SECTION 8.4 Successors and Assigns. This Agreement shall inure to the
benefit of and shall be binding upon the parties hereto and their respective
heirs, legal representatives, successors and assigns. Each Voting Trustee and
each Registered Holder specifically agrees that the obligations of such Voting
Trustee and/or Registered Holder hereunder shall not be terminated by operation
of law, whether by the death or incapacity of the Voting Trustee and/or
Registered Holder or otherwise.
-12-
13
SECTION 8.5 Entire Agreement. This Agreement constitutes the entire
agreement between Parent, the Voting Trustees and the Registered Holders with
respect to the subject matter hereof.
SECTION 8.6 Amendment. This Agreement may not be amended except by an
instrument in writing signed by Parent and a majority of the Voting Trustees.

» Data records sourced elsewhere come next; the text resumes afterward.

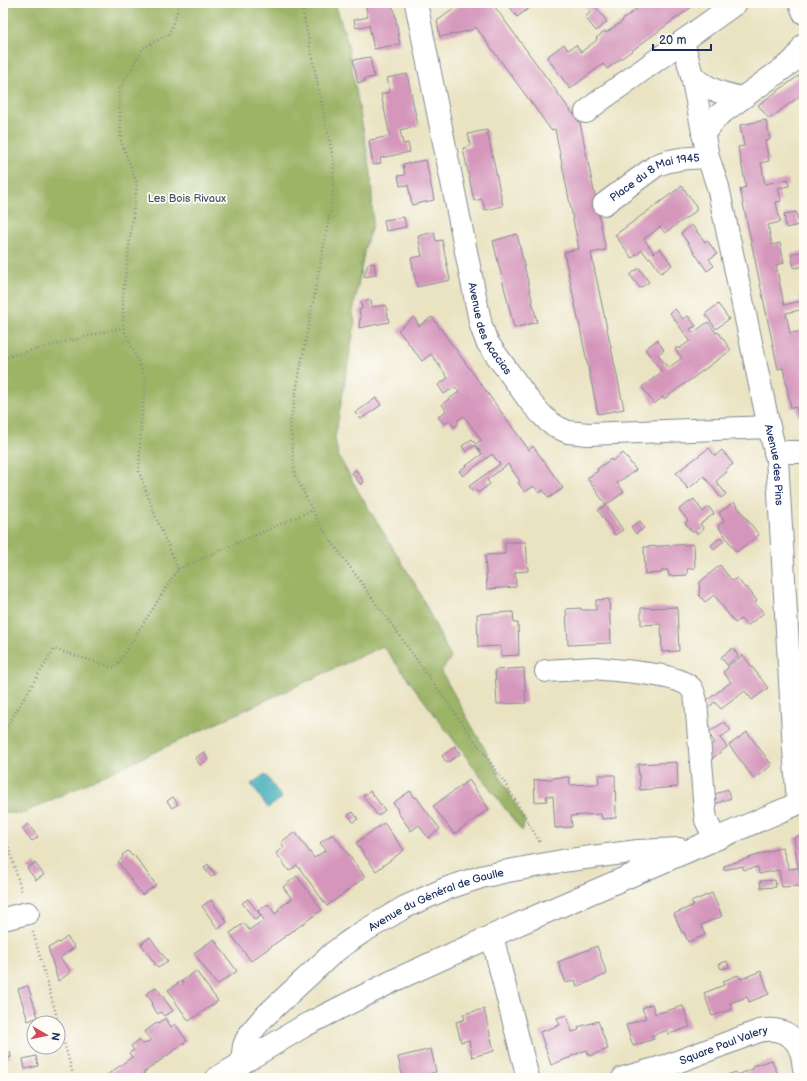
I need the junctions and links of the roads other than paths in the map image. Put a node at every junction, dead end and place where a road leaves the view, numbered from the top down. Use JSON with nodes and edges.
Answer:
{"nodes":[{"id":1,"x":416,"y":3,"type":"edge"},
{"id":2,"x":736,"y":3,"type":"edge"},
{"id":3,"x":800,"y":3,"type":"edge"},
{"id":4,"x":804,"y":13,"type":"edge"},
{"id":5,"x":683,"y":41,"type":"junction"},
{"id":6,"x":804,"y":45,"type":"edge"},
{"id":7,"x":692,"y":76,"type":"junction"},
{"id":8,"x":742,"y":98,"type":"junction"},
{"id":9,"x":586,"y":112,"type":"dead end"},
{"id":10,"x":703,"y":134,"type":"junction"},
{"id":11,"x":708,"y":157,"type":"junction"},
{"id":12,"x":604,"y":204,"type":"dead end"},
{"id":13,"x":769,"y":427,"type":"junction"},
{"id":14,"x":775,"y":452,"type":"junction"},
{"id":15,"x":804,"y":452,"type":"edge"},
{"id":16,"x":546,"y":671,"type":"dead end"},
{"id":17,"x":801,"y":802,"type":"edge"},
{"id":18,"x":715,"y":839,"type":"junction"},
{"id":19,"x":692,"y":849,"type":"junction"},
{"id":20,"x":28,"y":913,"type":"road end"},
{"id":21,"x":3,"y":919,"type":"edge"},
{"id":22,"x":492,"y":936,"type":"junction"},
{"id":23,"x":242,"y":1062,"type":"junction"},
{"id":24,"x":804,"y":1068,"type":"edge"},
{"id":25,"x":217,"y":1078,"type":"edge"},
{"id":26,"x":528,"y":1078,"type":"edge"},
{"id":27,"x":623,"y":1078,"type":"edge"}],
"edges":[{"from":1,"to":13,"type":"street","name":"Avenue des Acacias"},
{"from":2,"to":5,"type":"street"},
{"from":3,"to":4,"type":"street"},
{"from":5,"to":7,"type":"street"},
{"from":5,"to":9,"type":"street"},
{"from":6,"to":8,"type":"street"},
{"from":7,"to":8,"type":"street"},
{"from":7,"to":10,"type":"street"},
{"from":8,"to":10,"type":"street"},
{"from":10,"to":11,"type":"street","name":"Avenue des Pins"},
{"from":11,"to":12,"type":"street","name":"Place du 8 Mai 1945"},
{"from":11,"to":13,"type":"street","name":"Avenue des Pins"},
{"from":13,"to":14,"type":"street","name":"Avenue des Pins"},
{"from":14,"to":15,"type":"street"},
{"from":14,"to":17,"type":"street","name":"Avenue des Pins"},
{"from":16,"to":18,"type":"street"},
{"from":17,"to":18,"type":"street"},
{"from":18,"to":19,"type":"street"},
{"from":19,"to":22,"type":"street"},
{"from":19,"to":23,"type":"street","name":"Avenue du Général de Gaulle"},
{"from":20,"to":21,"type":"street"},
{"from":22,"to":23,"type":"street"},
{"from":22,"to":26,"type":"street"},
{"from":23,"to":25,"type":"street"},
{"from":24,"to":27,"type":"street","name":"Square Paul Valery"}]}
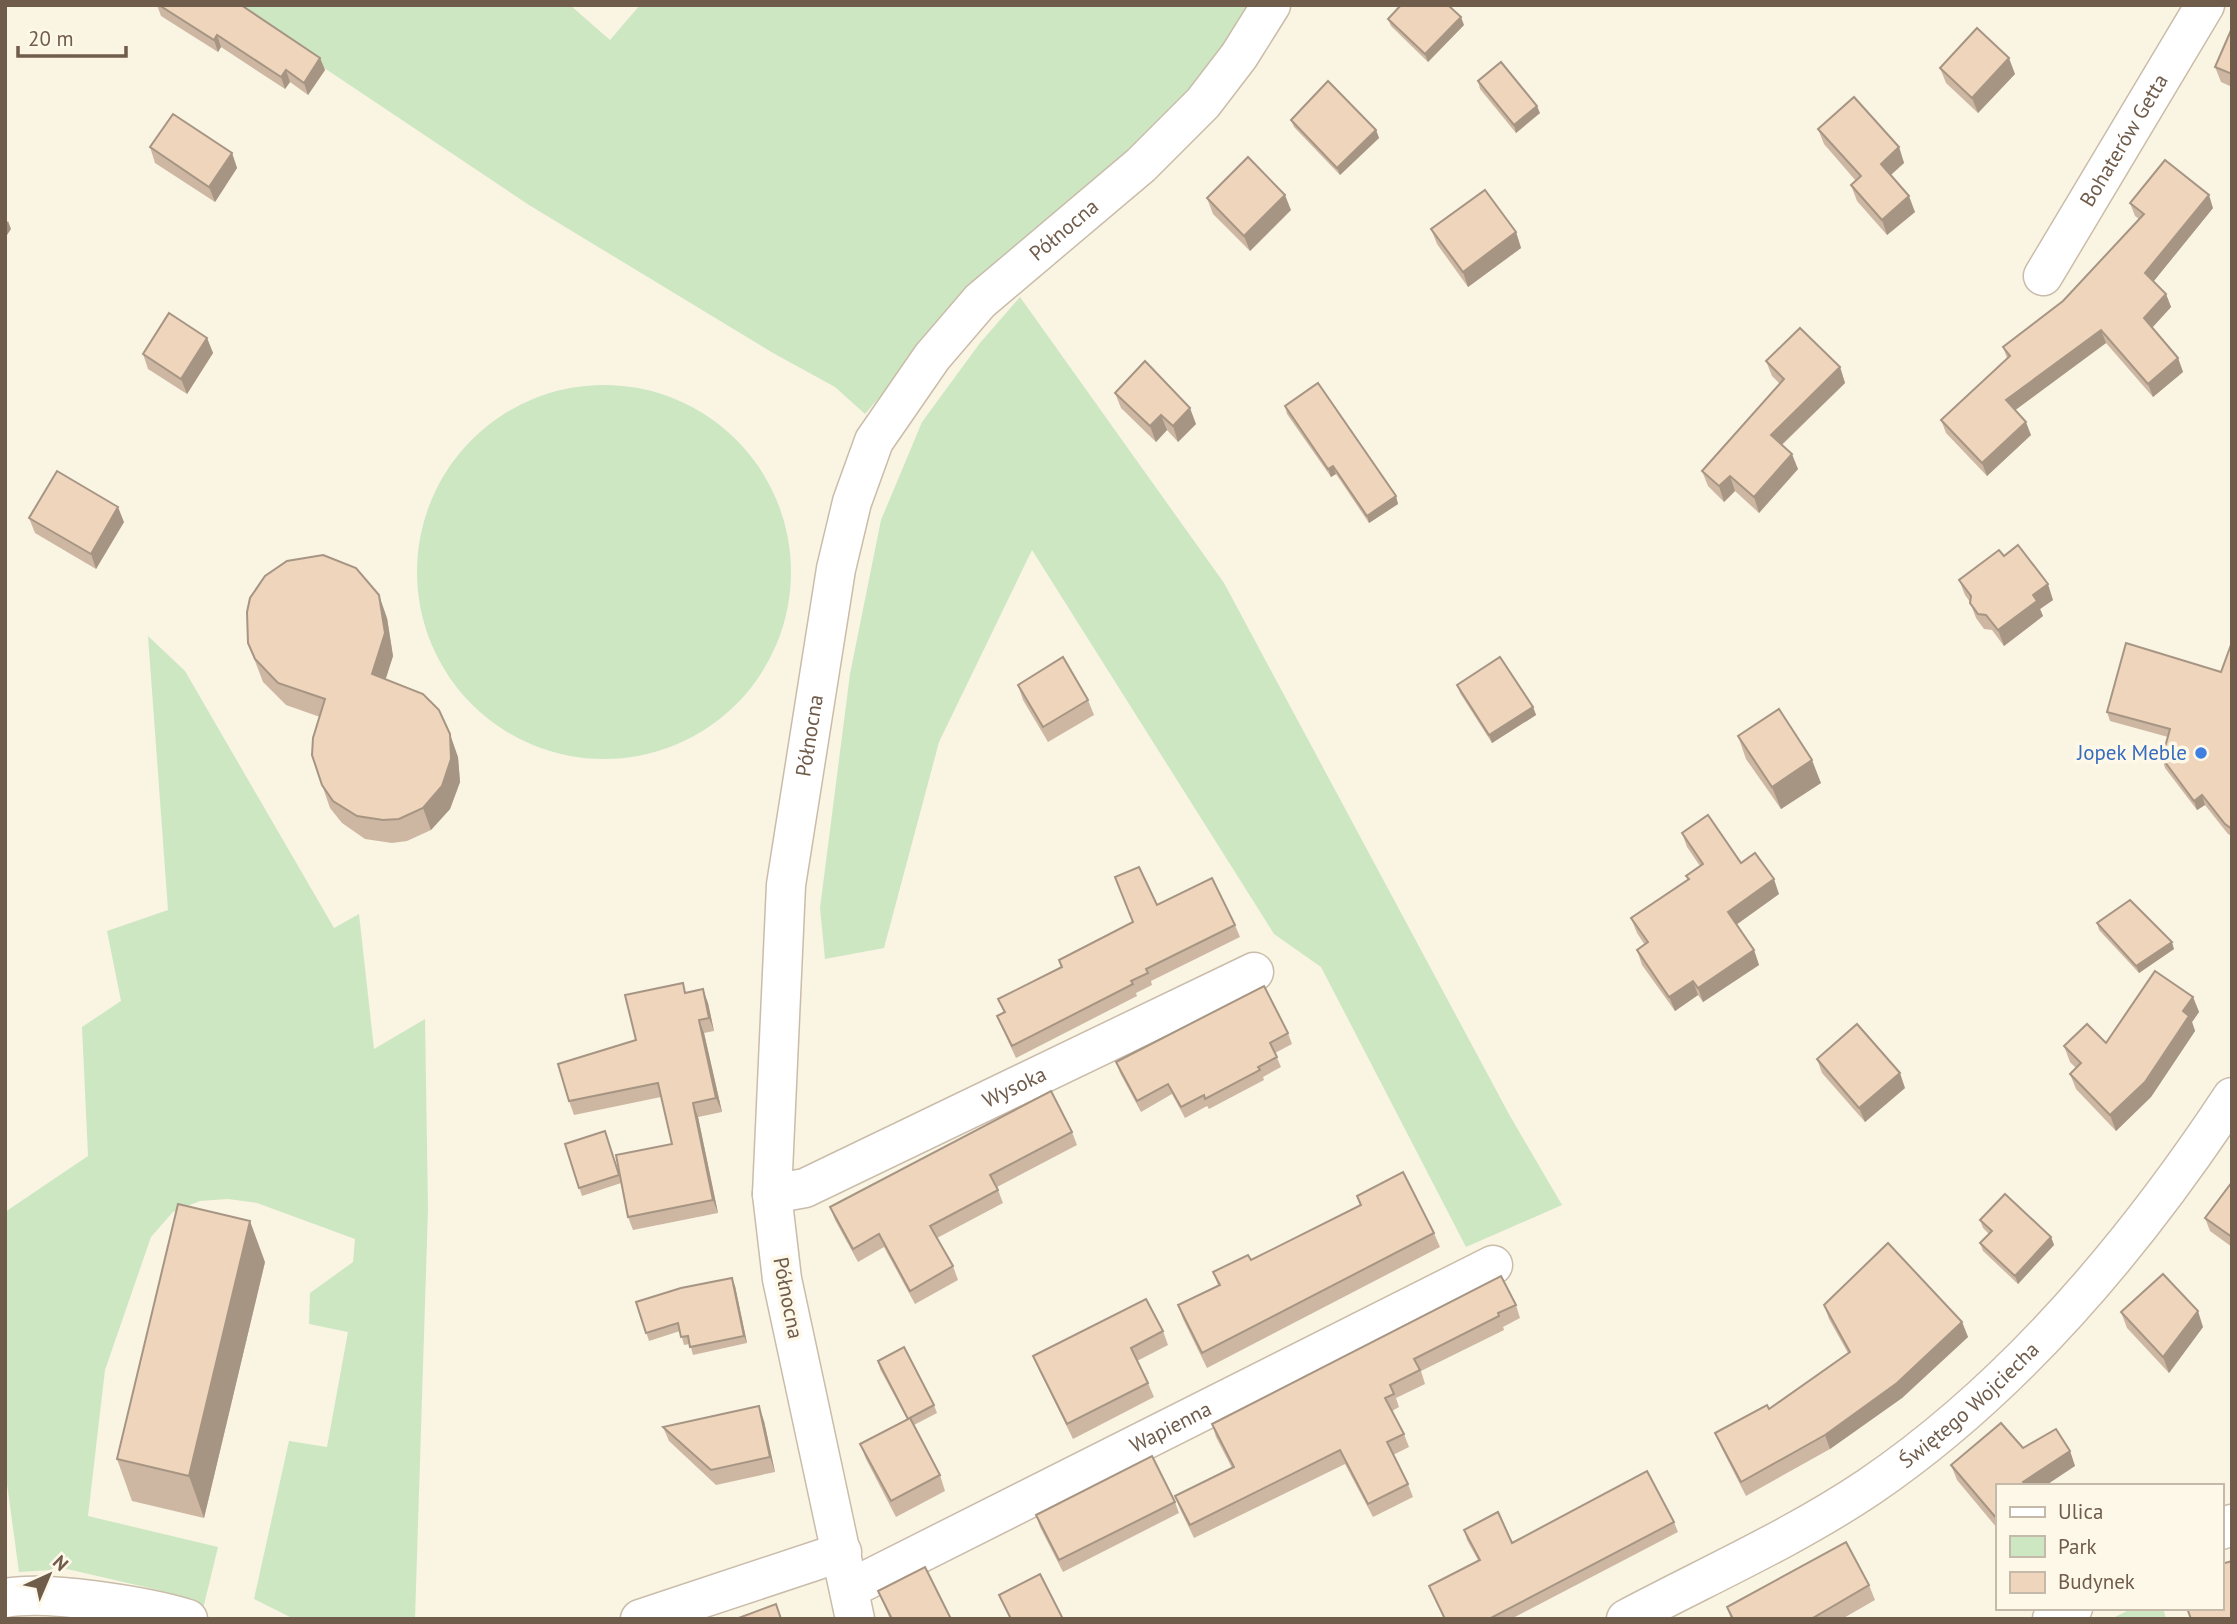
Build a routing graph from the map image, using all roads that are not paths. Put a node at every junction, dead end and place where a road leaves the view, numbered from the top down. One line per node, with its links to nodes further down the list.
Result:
1 (1271, 5): 6 (street, Północna)
2 (2204, 5): 3 (street, Bohaterów Getta)
3 (2043, 276)
4 (1254, 972): 6 (street, Wysoka)
5 (2232, 1097): 14 (street, Świętego Wojciecha)
6 (772, 1194): 8 (street, Północna)
7 (1493, 1265): 10 (street, Wapienna)
8 (842, 1552): 10 (street, Północna); 13 (street)
9 (5, 1598): 12 (street)
10 (852, 1604)
11 (2069, 1610): 15 (street)
12 (188, 1619)
13 (640, 1619)
14 (1626, 1619)
15 (2052, 1619)

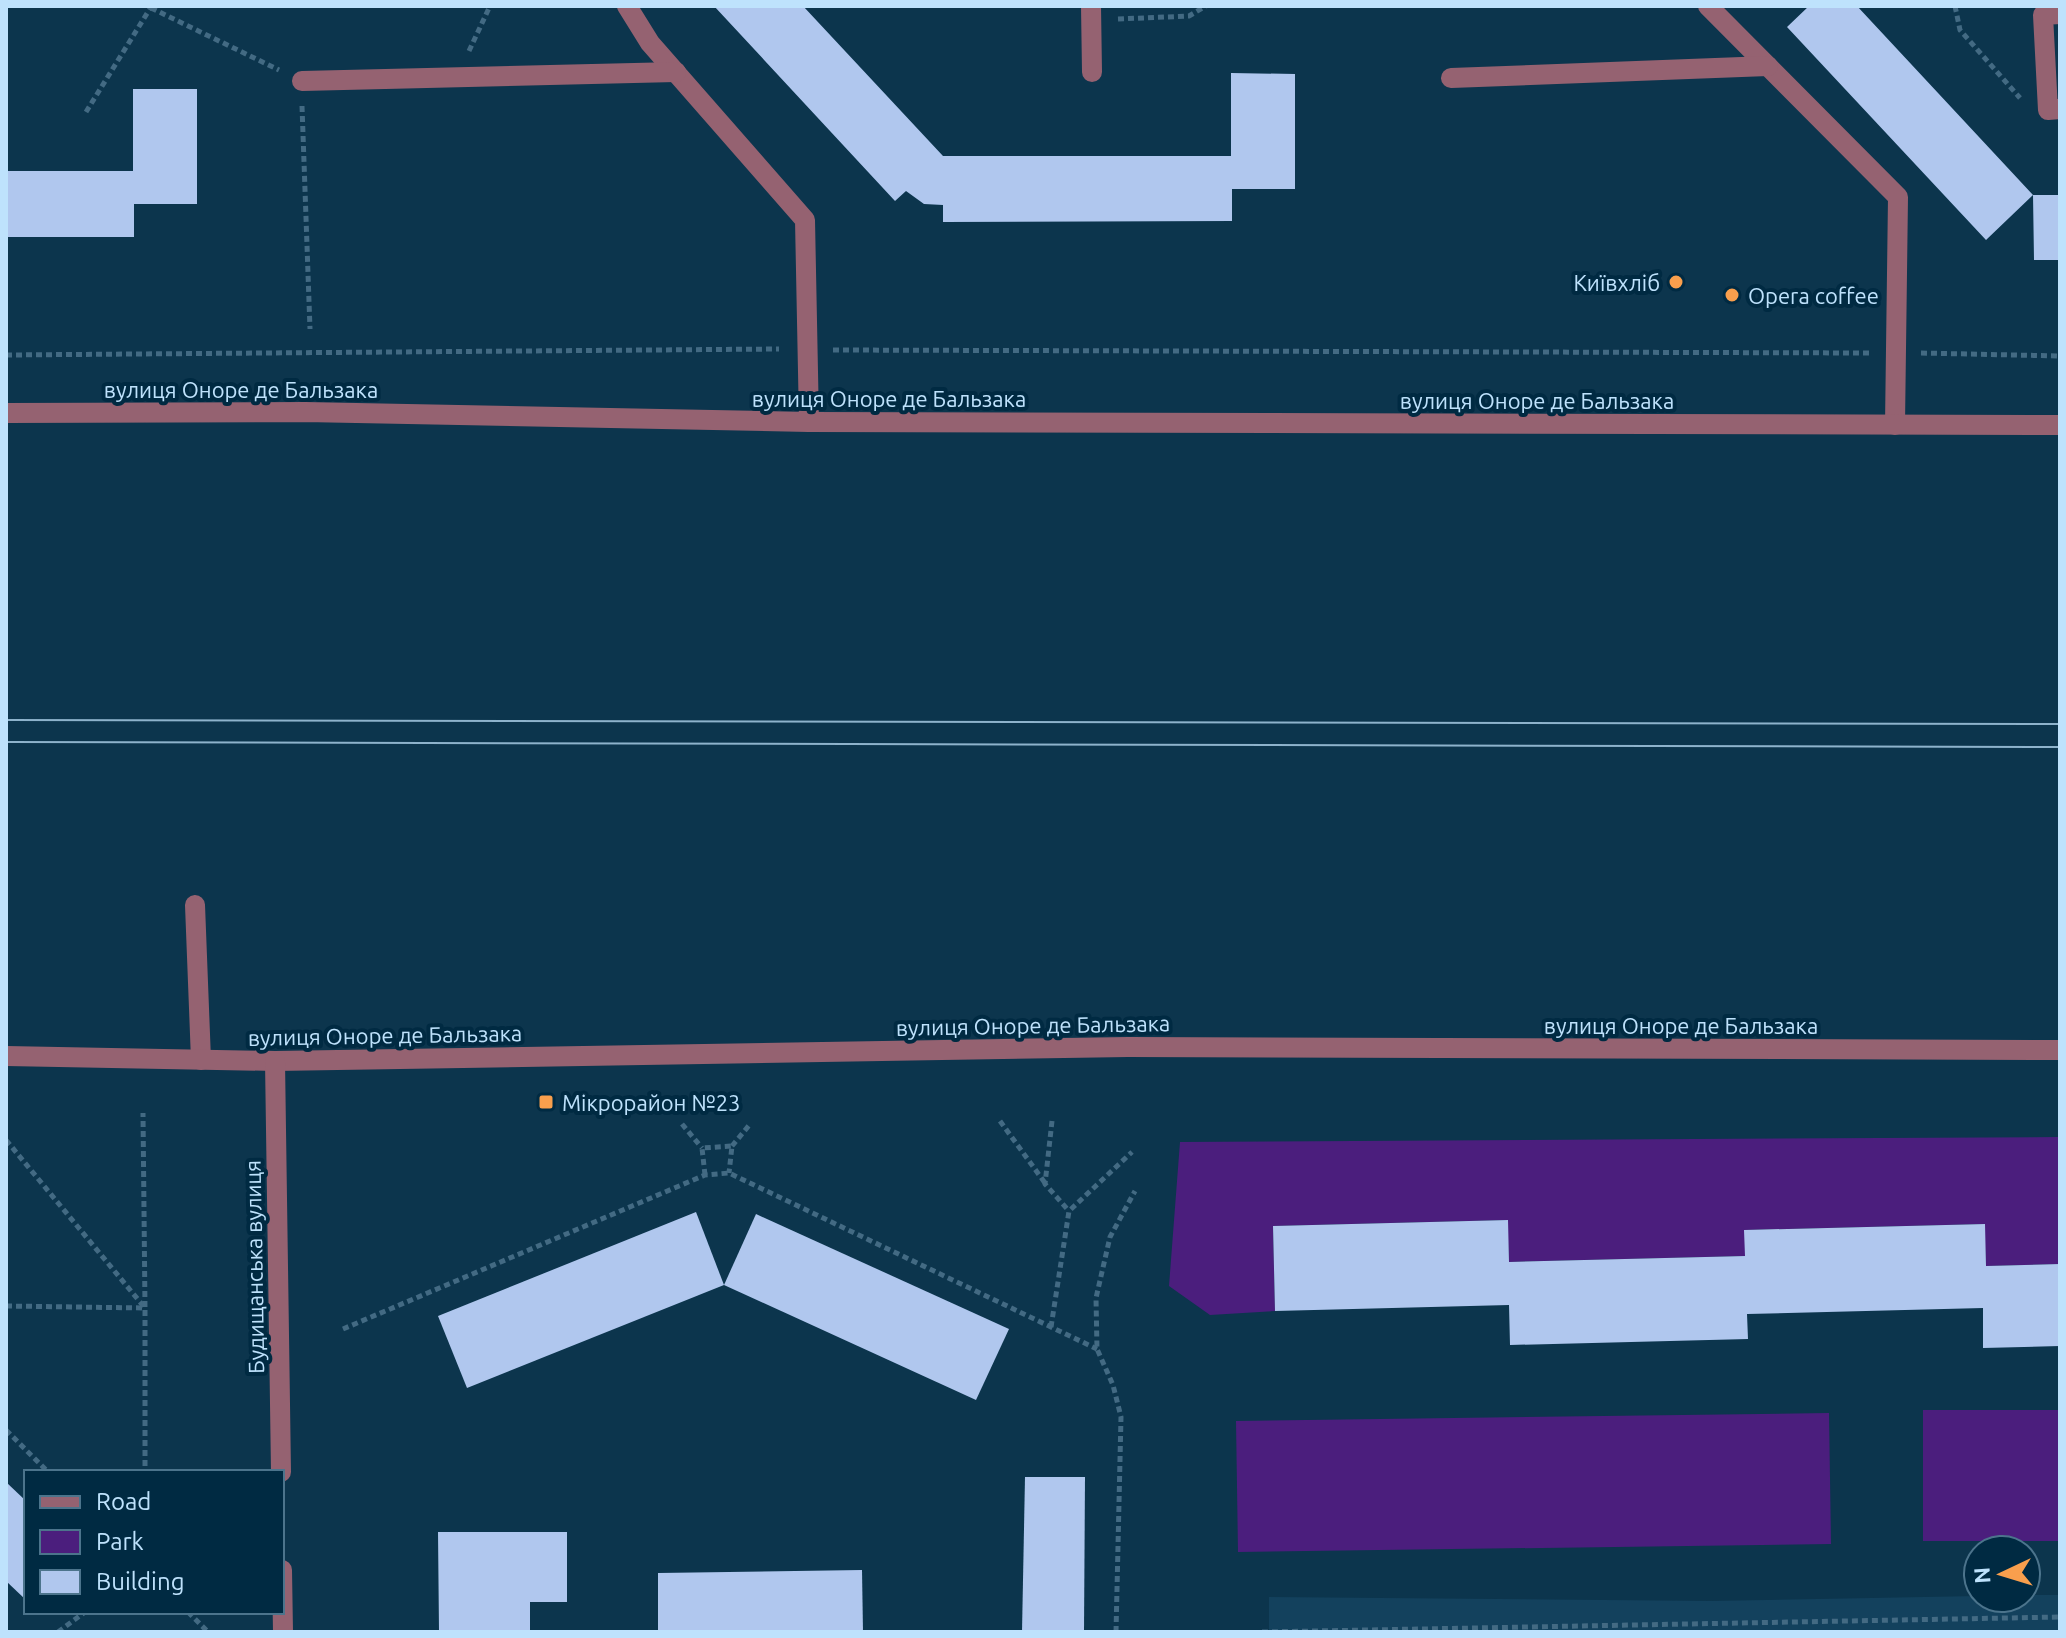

SECTION 8.7 Extension; Waiver. A majority of the Voting Trustees, on behalf
of the Voting Trustees and Registered Holders, or Parent may, by a writing
signed by such Voting Trustees or Parent, (i) extend the time to perform any
obligation or other act of the other, (ii) waive any inaccuracy in any
representation or warranty of the other or (iii) waive compliance by the other
with any agreement or condition in this Agreement. The failure of any party
hereto to assert any right under this Agreement shall not constitute a waiver of
such right.
SECTION 8.8 Further Assurances. Each of the Voting Trustees and Registered
Holders shall upon the request of Parent execute and deliver any additional
documents and take such further actions as may reasonably be deemed by Parent to
be necessary or desirable to carry out the provisions hereof.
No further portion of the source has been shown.